Why is my C++ claimed to provide Incorrect Answer for Square Pasture USACO?

Question

Here is the question below:

Farmer John has decided to update his farm to simplify its geometry. Previously, his cows grazed in two rectangular fenced-in pastures. Farmer John would like to replace these with a single square fenced-in pasture of minimum size that still covers all the regions of his farm that were previously enclosed by the former two fences. Please help Farmer John figure out the minimum area he needs to make his new square pasture so that if he places it appropriately, it can still cover all the area formerly covered by the two older rectangular pastures. The square pasture should have its sides parallel to the x and y axes.

INPUT FORMAT (file square.in): The first line in the input file specifies one of the original rectangular pastures with four space-separated integers x1 y1 x2 y2, each in the range 0…10. The lower-left corner of the pasture is at the point (x1,y1), and the upper-right corner is at the point (x2,y2), where x2>x1 and y2>y1. The second line of input has the same 4-integer format as the first line, and specifies the second original rectangular pasture. This pasture will not overlap or touch the first pasture.

OUTPUT FORMAT (file square.out): The output should consist of one line containing the minimum area required of a square pasture that would cover all the regions originally enclosed by the two rectangular pastures.

SAMPLE INPUT:

6 6 8 8

1 8 4 9

SAMPLE OUTPUT:

49

And below is my solution:

#include<bits/stdc++.h>

using namespace std;

int main(){
int rect1[4], rect2[4], N[2];

for (int i=0;i<4;i++){
    cin >> rect1[i];
}
for (int i=0;i<4;i++){
    cin >> rect2[i];
}

if (abs(rect1[0] - rect2[2]) >= abs(rect1[2] - rect2[0])){
    N[0] = abs(rect1[0] - rect2[2]);
}else{
    N[0] = abs(rect1[2] - rect2[0]);
}

if (abs(rect1[1] - rect2[3]) >= abs(rect1[3] - rect2[1])){
    N[1] = abs(rect1[1] - rect2[3]);
}else{
    N[1] = abs(rect1[3] - rect2[1]);
}

if (N[0] >= N[1]){
    cout << pow(N[0], 2);
}else{
    cout << pow(N[1], 2);
}}

I used the array N[0] to record the width, and N[1] to record the height. Then, I squared the bigger of the two to get the answer.

When I submitted this, it kept saying it was wrong, but it doesn't show me why... Please help me...

And please forgive me if I am seen as an "amateur," I started coding a week ago, and this is my first time using stack overflow..!

Answer 1

I can understand your reasoning, but there are cases when it will not work. Think about the case when pasture1 totally encompasses pasture2. In such a case, your solution will not work.

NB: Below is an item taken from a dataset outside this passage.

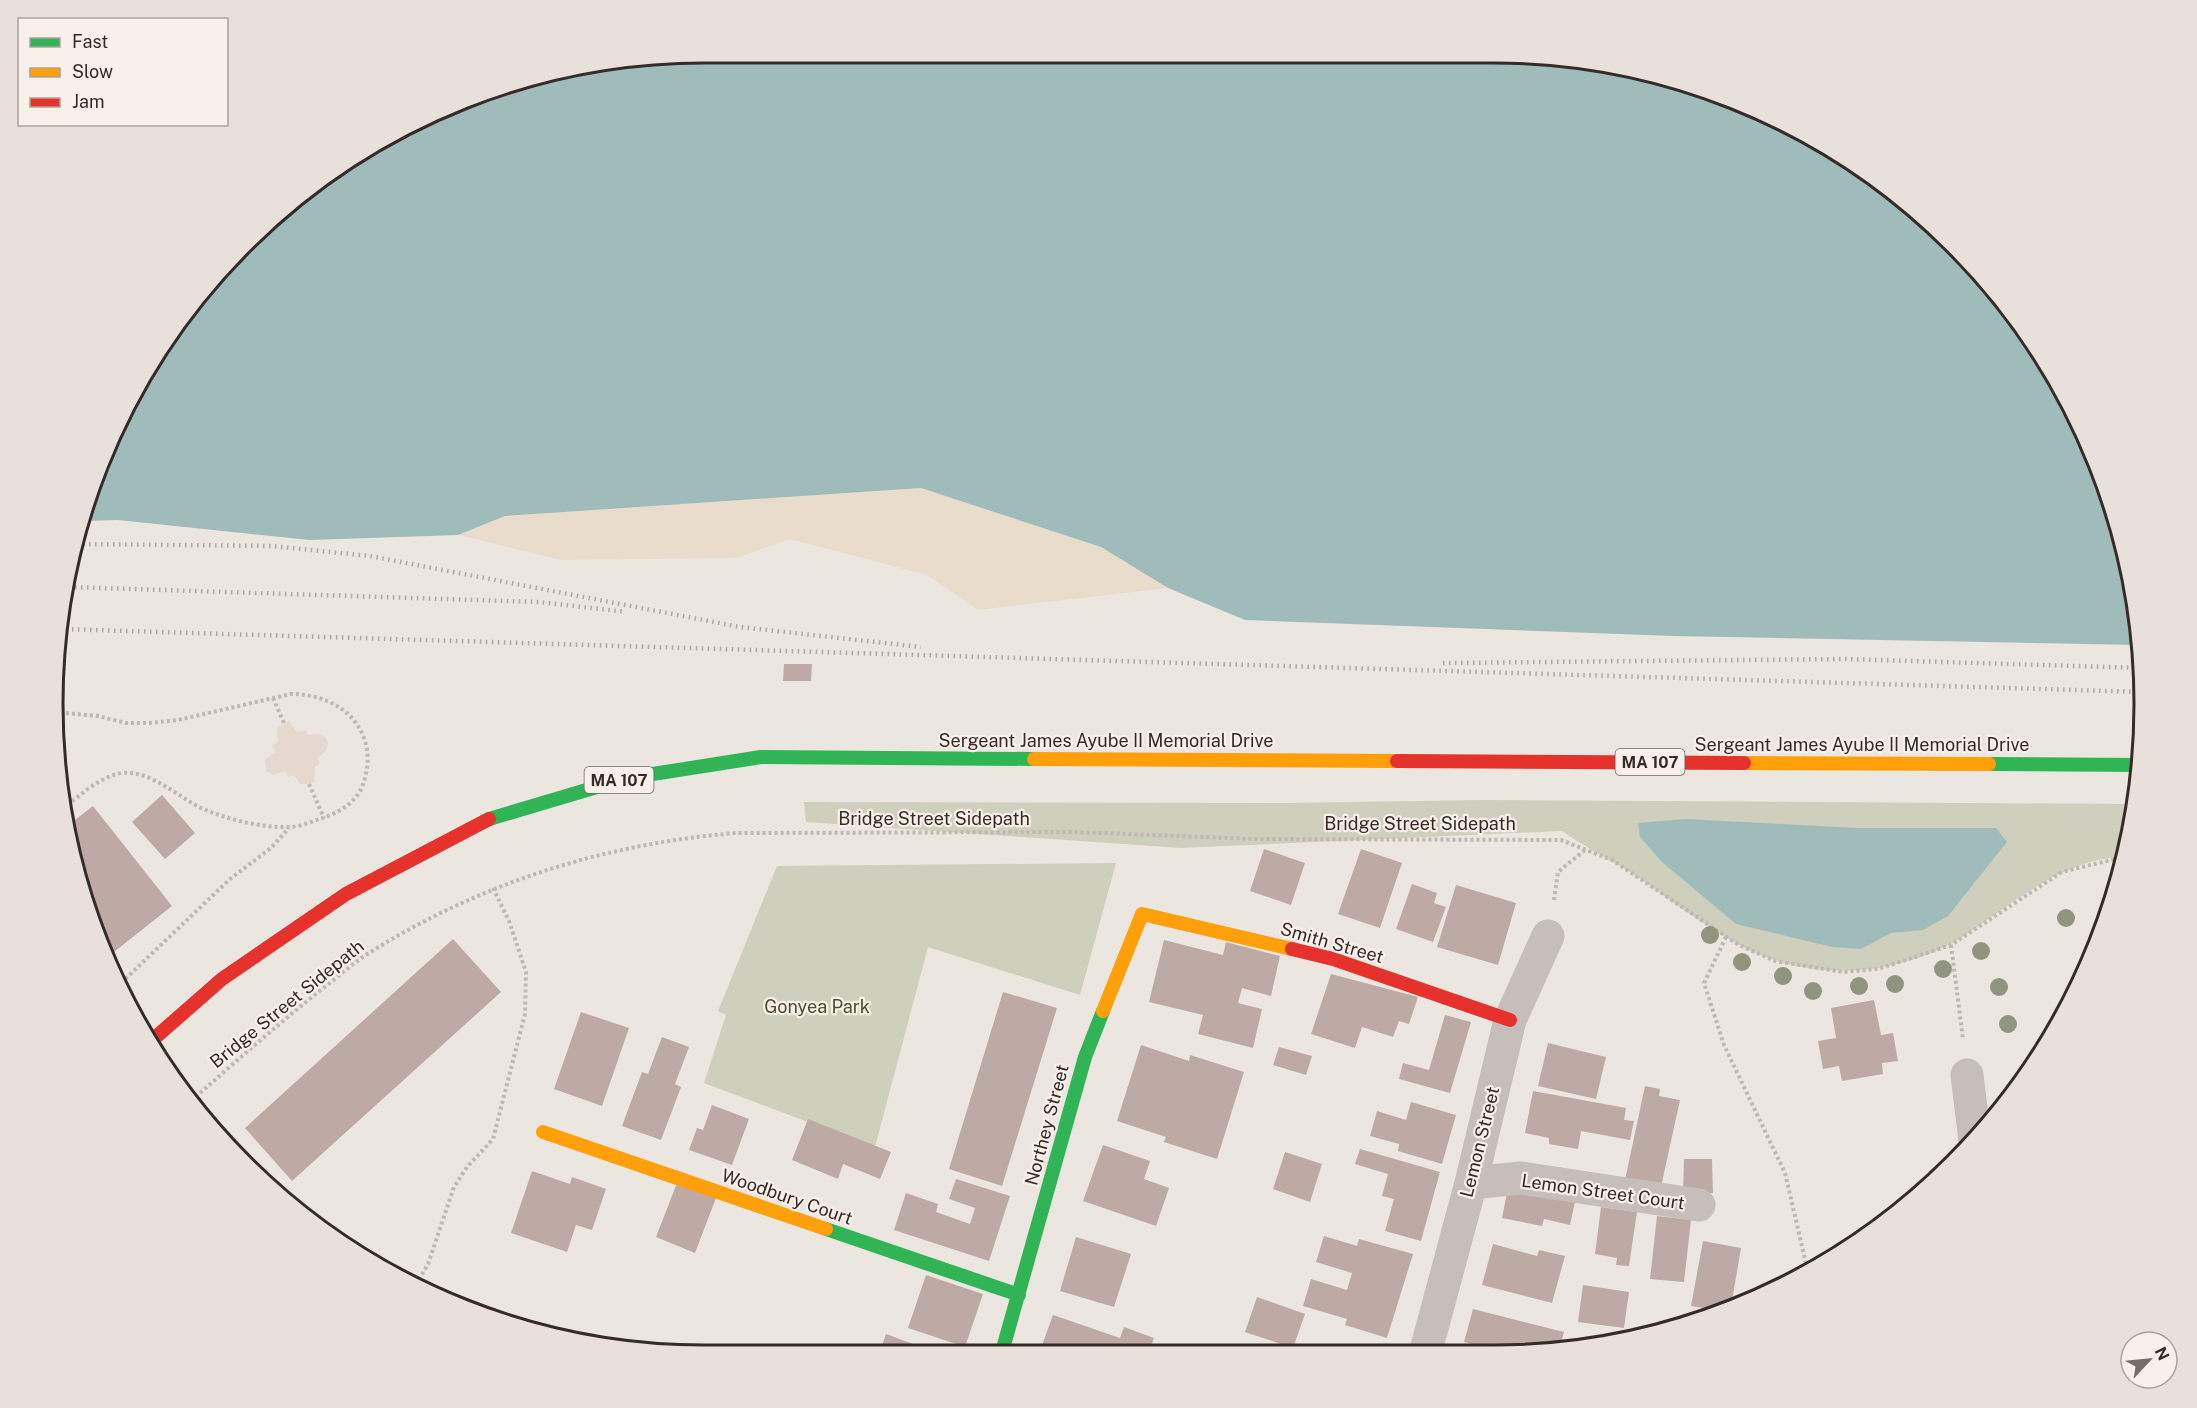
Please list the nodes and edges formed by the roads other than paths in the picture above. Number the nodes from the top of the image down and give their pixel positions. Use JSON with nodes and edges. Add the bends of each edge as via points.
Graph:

A possible objection to my statement above is to quote from the assignment specification

This pasture will not overlap or touch the first pasture.

which is true. But notice what the assinment didn't say: it did not say that the x1 and x2 of the second rectangle cannot be between the x1 and x2 of the second rectangle. Let me provide you an example when the specification is not violated, but this problem occurs:

rectangle1:

• x1: 0
• y1: 0
• x2: 10
• y2: 1

rectangle2:

• x1: 1
• y1: 2
• x2: 9
• y2: 3

do they overlap? No, of course not. What will your program compute as the necessary width:

|0 - 9| >= |1 - 10| (they are both 9). So, the necessary width that you compute is 9. But the real necessary width is 10, because x1 and x2 of the first rectangle are between x1 and x2 of the second rectangle and the situation still does not violate the specification because the differences in y1 and y2 values ensure that the specification is correct.

So, instead of assuming that none of the rectangle encompasses the other one given a single dimension (without overlapping), we need to compute the minimum of x1 values of the two rectangles and the maximum value of the x2 values of the two rectangles and compute the difference. That will be the necessary with.

The same reasoning stands for height and y values and I'm too lazy to write it down again :)

I will not write the code for you to avoid ruining the fun of learning, but this is the algorithm:

• width = max(rect1[2], rect2[2]) - min(rect1[0], rect2[0])
• height = max(rect1[3], rect2[3]) - min(rect1[1], rect2[1])

Have fun implementing it and testing it!